Show every line from the entries that follow which holds the word "Lilienweg".

━━ Data records ━━

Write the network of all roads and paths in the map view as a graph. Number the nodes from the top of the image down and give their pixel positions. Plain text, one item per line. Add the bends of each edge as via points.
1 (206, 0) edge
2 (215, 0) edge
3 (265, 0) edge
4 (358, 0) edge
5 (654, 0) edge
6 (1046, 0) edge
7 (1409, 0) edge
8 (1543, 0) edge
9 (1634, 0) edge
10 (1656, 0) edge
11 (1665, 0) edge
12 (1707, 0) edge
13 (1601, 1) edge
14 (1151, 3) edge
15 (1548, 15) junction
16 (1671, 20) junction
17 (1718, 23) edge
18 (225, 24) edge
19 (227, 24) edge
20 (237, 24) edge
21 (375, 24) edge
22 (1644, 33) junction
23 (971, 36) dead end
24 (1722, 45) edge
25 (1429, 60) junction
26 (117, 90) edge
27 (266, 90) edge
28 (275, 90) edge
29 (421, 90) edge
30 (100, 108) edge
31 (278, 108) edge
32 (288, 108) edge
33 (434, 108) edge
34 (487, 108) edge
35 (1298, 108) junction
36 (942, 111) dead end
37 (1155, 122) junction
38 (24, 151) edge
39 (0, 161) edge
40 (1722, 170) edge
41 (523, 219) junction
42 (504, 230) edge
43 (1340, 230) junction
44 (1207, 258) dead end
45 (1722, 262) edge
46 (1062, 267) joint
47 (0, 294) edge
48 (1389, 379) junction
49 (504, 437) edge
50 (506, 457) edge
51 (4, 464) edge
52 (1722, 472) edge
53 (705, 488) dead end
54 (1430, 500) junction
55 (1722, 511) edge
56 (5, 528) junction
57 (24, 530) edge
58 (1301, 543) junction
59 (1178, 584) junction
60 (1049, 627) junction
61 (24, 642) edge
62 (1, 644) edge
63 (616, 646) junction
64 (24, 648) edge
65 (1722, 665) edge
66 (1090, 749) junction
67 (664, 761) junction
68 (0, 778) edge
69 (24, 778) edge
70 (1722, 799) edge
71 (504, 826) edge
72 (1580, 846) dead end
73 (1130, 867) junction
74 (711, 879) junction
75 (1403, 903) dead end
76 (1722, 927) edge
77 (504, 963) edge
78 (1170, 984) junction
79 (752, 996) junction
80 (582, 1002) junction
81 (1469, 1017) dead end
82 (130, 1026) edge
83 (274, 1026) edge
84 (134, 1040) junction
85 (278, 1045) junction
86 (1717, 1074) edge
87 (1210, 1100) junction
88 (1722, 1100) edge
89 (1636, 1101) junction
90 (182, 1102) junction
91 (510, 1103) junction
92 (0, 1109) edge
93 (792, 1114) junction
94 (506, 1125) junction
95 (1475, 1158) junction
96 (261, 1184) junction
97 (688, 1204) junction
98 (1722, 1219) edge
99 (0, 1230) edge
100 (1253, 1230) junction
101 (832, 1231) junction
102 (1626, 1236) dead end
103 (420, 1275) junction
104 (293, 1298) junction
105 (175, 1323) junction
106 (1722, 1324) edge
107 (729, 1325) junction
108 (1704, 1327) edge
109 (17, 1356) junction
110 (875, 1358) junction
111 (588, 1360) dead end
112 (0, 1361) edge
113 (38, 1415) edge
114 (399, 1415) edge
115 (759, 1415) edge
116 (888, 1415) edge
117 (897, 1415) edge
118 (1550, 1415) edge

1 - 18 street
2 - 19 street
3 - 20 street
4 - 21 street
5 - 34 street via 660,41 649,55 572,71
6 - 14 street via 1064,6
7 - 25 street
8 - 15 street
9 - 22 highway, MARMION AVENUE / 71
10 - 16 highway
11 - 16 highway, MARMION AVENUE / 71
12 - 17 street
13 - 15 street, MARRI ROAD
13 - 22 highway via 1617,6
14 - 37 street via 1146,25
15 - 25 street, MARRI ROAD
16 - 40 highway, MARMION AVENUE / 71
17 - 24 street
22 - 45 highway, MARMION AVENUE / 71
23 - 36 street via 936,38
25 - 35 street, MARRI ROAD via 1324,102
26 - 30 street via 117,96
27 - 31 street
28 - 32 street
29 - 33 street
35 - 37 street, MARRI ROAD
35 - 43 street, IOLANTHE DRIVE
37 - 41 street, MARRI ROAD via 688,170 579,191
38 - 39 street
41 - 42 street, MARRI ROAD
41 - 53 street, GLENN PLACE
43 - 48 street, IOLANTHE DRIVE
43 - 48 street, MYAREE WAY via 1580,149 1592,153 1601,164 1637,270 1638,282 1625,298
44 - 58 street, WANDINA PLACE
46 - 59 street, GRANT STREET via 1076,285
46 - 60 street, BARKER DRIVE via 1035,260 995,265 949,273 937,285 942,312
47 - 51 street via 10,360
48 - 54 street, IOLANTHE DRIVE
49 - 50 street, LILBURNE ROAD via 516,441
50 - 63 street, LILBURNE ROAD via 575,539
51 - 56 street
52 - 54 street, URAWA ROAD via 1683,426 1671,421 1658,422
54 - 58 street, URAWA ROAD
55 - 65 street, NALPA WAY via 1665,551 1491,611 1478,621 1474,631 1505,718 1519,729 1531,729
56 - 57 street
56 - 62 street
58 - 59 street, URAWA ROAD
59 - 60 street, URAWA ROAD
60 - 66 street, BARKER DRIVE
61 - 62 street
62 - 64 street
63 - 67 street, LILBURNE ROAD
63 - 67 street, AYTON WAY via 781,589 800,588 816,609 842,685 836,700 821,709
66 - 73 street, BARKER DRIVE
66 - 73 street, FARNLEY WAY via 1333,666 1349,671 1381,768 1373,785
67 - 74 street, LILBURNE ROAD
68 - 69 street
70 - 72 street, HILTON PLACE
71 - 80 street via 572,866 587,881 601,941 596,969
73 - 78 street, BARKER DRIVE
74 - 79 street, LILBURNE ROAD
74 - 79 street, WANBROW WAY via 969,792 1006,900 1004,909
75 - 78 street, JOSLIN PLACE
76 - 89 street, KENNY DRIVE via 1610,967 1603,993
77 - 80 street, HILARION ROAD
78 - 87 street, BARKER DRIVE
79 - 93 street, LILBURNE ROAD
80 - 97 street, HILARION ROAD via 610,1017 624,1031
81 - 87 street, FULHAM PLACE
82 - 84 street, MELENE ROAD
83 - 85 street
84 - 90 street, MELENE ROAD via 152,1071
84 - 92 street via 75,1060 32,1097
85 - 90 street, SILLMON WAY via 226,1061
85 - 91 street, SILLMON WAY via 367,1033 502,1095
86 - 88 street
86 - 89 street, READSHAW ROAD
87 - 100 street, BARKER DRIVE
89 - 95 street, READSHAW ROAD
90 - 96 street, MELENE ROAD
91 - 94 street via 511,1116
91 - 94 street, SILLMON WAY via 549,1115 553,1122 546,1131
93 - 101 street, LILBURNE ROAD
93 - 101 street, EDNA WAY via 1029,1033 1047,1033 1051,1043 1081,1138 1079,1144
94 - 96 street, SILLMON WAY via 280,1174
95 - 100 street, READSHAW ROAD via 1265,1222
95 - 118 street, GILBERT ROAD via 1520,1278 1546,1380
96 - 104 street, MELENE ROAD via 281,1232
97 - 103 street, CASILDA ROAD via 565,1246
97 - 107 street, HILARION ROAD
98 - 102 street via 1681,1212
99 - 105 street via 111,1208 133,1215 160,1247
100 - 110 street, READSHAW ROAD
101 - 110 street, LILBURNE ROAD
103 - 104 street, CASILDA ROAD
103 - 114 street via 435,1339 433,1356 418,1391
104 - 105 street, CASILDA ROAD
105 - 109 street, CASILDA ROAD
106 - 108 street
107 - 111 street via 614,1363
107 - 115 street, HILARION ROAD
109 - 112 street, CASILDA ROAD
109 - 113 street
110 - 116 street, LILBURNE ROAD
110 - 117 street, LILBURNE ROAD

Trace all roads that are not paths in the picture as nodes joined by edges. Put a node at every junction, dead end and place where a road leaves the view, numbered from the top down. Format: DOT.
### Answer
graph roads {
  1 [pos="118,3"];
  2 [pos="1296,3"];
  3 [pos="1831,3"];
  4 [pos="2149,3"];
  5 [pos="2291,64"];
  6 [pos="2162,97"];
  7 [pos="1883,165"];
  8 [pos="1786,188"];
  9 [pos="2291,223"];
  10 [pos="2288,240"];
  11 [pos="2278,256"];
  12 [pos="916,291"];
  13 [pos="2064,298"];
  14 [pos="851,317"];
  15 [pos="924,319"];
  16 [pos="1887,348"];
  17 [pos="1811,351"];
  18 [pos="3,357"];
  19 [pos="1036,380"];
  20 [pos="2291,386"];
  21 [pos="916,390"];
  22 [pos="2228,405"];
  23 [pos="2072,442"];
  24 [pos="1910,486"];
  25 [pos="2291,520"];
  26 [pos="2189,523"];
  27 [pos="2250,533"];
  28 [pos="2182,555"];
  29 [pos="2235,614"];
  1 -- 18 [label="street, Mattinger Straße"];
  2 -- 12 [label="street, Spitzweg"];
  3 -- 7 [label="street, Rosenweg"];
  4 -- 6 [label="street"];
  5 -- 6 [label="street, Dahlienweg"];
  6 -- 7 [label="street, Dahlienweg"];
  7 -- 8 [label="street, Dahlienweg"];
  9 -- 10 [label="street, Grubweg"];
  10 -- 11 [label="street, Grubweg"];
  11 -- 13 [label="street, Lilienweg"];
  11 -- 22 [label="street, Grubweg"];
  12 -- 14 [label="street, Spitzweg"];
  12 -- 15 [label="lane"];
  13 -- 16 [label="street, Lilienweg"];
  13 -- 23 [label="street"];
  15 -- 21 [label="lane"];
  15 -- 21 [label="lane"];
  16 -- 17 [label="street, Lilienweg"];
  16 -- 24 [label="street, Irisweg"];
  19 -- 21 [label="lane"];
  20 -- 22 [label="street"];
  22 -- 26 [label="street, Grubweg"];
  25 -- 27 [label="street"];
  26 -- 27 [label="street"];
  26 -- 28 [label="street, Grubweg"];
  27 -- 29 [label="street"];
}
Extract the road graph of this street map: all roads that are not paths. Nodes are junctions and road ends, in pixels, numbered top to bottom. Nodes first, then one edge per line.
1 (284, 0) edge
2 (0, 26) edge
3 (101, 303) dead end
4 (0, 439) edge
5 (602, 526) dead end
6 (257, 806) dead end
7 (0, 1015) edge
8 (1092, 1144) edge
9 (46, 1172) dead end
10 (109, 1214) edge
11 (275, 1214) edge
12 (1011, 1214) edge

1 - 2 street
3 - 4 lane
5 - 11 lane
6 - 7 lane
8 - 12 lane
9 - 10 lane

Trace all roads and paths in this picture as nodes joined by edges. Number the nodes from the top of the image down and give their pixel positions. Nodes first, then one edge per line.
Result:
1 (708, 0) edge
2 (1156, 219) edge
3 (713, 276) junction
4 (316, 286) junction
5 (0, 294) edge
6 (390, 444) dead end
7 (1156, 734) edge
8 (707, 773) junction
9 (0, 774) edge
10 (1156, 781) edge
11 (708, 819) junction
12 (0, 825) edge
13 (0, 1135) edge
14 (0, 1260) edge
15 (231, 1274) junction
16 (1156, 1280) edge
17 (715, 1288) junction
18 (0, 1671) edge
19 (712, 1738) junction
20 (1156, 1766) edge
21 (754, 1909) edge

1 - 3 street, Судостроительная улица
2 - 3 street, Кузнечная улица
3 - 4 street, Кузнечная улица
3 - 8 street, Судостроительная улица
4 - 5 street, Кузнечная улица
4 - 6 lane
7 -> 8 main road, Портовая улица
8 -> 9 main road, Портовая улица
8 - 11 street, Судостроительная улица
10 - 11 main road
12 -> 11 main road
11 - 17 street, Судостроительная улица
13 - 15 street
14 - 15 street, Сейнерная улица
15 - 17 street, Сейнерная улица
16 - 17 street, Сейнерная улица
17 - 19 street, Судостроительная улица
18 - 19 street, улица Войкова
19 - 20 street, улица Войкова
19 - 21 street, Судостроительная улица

━━━

[Response area]
  11 -- 13 [label="street, Lilienweg"];
  13 -- 16 [label="street, Lilienweg"];
  16 -- 17 [label="street, Lilienweg"];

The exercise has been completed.